It was my friend Andrew Steele who came up with what is, I think, the best and most fair way of seeing if we can make this work. His idea was to follow the public television model. Essentially I've given away half a year's worth of content. I am now giving you the opportunity to back the second half of the year and get something in return if you do.

How much to charge. Well, I left that up to simple math. I estimated how many hours I work on this site in a given week, multiplied that by 25% of my standard hourly rate for freelance work, and then divided that by how man regular readers I think I have. Estimating how many regular readers I have is the difficult part. I can look at the stats on my site, but that counts the people who visit the site because they dislike me, as well as the ones who stumble across the site because they search for something unrelated that I happened to mention like "ISIS beheading videos."

What I end up with when I'm done with that calculation is a somewhat significant chunk of change for the whole year which makes me hesitate. But then I see books and even ebooks in our art that sell for $400, $600, even $1000 dollars and some of the ones I've read absolutely suck dong, so I don't feel so bad asking for a fraction of that to keep this site going.

What I like about this plan is that now the longevity of this site is a problem that solves itself. If there is a community to support it, then we're golden. And if not, then I stop. Stopping the site won't upset me. I still get to have the thoughts and create the routines that make up this blog, I just don't have to write them up, so it's not like I'm missing out on that aspect. What would upset me is if I stopped it when there were enough people out there who cared enough about it to keep it going and I didn't present them that opportunity. 

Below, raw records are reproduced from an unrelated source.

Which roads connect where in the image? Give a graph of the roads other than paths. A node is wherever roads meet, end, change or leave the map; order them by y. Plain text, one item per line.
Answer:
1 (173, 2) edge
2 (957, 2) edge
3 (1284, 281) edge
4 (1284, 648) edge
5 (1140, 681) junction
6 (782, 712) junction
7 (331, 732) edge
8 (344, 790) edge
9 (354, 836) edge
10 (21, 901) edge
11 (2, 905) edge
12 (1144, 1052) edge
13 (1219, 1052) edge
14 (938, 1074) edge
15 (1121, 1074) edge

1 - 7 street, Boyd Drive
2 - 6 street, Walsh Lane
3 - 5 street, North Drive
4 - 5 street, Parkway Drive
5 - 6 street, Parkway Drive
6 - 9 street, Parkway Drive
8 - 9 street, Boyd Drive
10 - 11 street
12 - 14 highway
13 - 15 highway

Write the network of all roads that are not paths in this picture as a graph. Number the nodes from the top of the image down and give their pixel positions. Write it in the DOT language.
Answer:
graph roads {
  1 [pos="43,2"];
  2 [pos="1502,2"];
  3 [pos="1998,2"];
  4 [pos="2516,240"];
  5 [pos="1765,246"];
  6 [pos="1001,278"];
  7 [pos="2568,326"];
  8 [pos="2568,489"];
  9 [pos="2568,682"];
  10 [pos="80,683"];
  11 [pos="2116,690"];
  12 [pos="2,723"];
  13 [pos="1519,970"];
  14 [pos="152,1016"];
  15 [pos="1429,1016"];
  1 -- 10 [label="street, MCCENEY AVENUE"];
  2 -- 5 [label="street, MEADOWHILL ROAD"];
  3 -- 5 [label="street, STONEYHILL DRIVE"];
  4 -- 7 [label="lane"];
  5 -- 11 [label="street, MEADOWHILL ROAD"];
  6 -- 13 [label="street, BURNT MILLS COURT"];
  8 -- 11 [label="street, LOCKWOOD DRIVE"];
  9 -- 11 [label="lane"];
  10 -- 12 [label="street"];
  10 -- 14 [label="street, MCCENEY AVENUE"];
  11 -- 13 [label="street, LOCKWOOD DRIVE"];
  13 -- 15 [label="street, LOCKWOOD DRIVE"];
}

So that's what we come back to. Would you buy me a fancy $5 coffee once a week to keep the site going? That's $260 for the year for what amounts to a 365 chapter online book AND you will receive The Jerx Volume 1 which collects the best essays and routines from what would be the first year of this site. They will be revised and updated with additional thoughts and all new typos! In addition there will be at least half a dozen unpublished routines that will be unique to the book.

So here's how it works. At the bottom of this post you will find a link to donate. If you want to keep the site going then click on it. There is a price for outside of the US that covers the additional cost of priority shipping internationally. If you are a regular reader of this site and you want to see it continue, you pretty much need to be on board. The readership of this site isn't large enough that it can be supported by a minority of the readers. 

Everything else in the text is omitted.